DENVER — If our biggest strength lies in our differences, Denver’s Five Points neighborhood might just be the standard bearer for strength.
“It’s beautiful down here,” said Tauhikla Pugh. “It’s cultured.”
“I see it as a place for everyone,” said Derek Williams. “It’s a great community. One of the best in the United States.”
Take the relationship between Michelle Sawyer and Fathima Dickerson, for example.
“Fathima is awesome,” Sawyer said.
Sawyer is Italian and launching a new bakery called Scratch on Welton Street, while Dickerson and her family have now owned the Welton Street Café in Five Points for more than three decades.
“We need each other,” Dickerson said. “If nothing else – during a pandemic, when you’re like, everything is closed - you notice how much your neighbors make the neighborhood.”
The two women couldn’t be more different, and yet, they’ve recently forged a friendship thanks to a shared passion for feeding their community.
“Woman to woman for her to embrace me, bring me in, her information is invaluable,” Sawyer said.
“I don’t look at things as competition,” Dickerson said. “We’re here for each other.”
That just might be the legacy of the Five Points, the first and only entire neighborhood in Denver designated as an Historic District.
“It’s the uniqueness of Black culture,” said musician Jimmy 2 Shots. “It’s one of the first places where Blacks thrived in business and, I guess, achieved a different level of lifestyle.”
Jimmy 2 Shots owns Executive Audio in Five Points.
“I’m quite proud of my neighborhood and the things we’re establishing here. We’ve got six different businesses under that one studio.”
And he, for one, embraces all the changes here and just two blocks from Welton Street in the RiNo Arts District.
“Salute to the people bringing RiNo down here,” he said. “I know there is a lot of criticism about gentrification, but it’s commerce. Commerce is always good.”
Dickerson embraces the change, as well.
“The only thing that’s permanent about life to me is change,” she said.
Most here realize gentrification is inevitable, just as it is in other culturally diverse neighborhoods in the Mile High City. Five Points is perhaps one of the most desirable places to live in the City of Denver — within walking distance of Coors Field, downtown and so many of the city’s most authentic restaurants and shops.
And while long-time residents may embrace new businesses like Sawyer’s bakery, and Sawyer’s husband’s sandwich shop in the alley behind the bakery, Dickerson, 2 Shots and others are determined to keep Five Points true to its character.
“People move to these neighborhoods because they want to experience the culture and vibrancy of what the city has to offer, but then by moving in here, they push the culture out,” said Akeila Aye.

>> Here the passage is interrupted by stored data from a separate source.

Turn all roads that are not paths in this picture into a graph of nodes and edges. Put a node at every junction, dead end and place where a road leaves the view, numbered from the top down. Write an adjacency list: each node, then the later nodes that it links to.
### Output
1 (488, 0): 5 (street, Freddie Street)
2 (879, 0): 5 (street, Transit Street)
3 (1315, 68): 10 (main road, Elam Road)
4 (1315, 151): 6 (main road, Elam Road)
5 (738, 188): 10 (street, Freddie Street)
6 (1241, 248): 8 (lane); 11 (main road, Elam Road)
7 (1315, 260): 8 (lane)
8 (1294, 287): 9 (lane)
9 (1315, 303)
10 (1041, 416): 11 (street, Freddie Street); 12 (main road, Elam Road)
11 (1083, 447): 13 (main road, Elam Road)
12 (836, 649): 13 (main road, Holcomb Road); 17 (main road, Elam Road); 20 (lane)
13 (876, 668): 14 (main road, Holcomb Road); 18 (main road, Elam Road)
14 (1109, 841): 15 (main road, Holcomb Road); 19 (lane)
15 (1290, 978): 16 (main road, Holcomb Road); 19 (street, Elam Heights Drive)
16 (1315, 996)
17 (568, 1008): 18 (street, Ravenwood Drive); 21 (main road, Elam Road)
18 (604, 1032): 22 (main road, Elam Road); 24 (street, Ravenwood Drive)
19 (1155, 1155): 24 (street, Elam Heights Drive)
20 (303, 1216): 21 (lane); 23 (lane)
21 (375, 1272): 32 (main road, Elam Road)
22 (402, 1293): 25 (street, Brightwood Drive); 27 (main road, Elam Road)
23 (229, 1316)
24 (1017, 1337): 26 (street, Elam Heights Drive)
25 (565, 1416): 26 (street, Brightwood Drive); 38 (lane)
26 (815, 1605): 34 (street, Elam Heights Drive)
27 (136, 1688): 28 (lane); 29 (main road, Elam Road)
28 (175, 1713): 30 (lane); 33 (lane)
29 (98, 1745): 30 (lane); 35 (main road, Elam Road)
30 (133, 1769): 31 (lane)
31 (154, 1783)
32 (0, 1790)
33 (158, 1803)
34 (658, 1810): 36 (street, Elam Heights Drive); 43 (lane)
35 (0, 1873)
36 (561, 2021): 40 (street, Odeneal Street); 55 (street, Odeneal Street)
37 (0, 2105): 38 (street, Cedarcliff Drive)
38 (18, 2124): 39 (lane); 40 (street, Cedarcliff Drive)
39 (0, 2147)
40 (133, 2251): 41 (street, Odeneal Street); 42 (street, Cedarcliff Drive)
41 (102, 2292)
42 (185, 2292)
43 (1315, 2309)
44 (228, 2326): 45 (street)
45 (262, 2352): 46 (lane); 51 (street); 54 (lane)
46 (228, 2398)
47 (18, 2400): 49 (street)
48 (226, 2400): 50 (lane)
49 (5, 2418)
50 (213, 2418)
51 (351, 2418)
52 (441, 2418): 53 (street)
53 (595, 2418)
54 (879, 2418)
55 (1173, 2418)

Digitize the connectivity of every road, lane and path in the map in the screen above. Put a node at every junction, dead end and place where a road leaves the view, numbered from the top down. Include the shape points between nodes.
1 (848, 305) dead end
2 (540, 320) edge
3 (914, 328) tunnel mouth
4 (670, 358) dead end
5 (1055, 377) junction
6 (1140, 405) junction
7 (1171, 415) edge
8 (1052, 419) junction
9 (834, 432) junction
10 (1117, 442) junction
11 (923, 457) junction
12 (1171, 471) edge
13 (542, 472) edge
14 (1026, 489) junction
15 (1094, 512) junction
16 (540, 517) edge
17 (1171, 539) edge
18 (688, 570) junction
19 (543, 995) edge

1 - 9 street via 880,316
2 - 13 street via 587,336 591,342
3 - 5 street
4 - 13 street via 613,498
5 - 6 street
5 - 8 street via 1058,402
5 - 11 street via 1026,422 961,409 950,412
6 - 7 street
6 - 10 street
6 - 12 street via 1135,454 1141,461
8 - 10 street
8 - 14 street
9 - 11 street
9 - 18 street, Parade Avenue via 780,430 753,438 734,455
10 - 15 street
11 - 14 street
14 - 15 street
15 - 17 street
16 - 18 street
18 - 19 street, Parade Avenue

“It is absolutely an issue because it takes away that originality of the neighborhood,” Pugh said.
Which is why there’s so much effort to preserve what made this neighborhood great to begin with.
“My voice, my presence,” Dickerson said. “What we represent. I’m exclusively Black - 365, you know. Our voices, our identities matter.”
And many see this Juneteenth as one of their biggest opportunities.
“I think Juneteenth is the jump off for welcome back post-COVID,” Dickerson said. “Come and celebrate with us.”
A chance to engage our entire city in the rich multicultural flavor that makes Five Points the standard bearer for strength through diversity.
“You know what it’s like to be Black and not have to worry about being Black?” Dickerson said. “This is Five Points. This is Juneteenth. This is Welton Street Café.”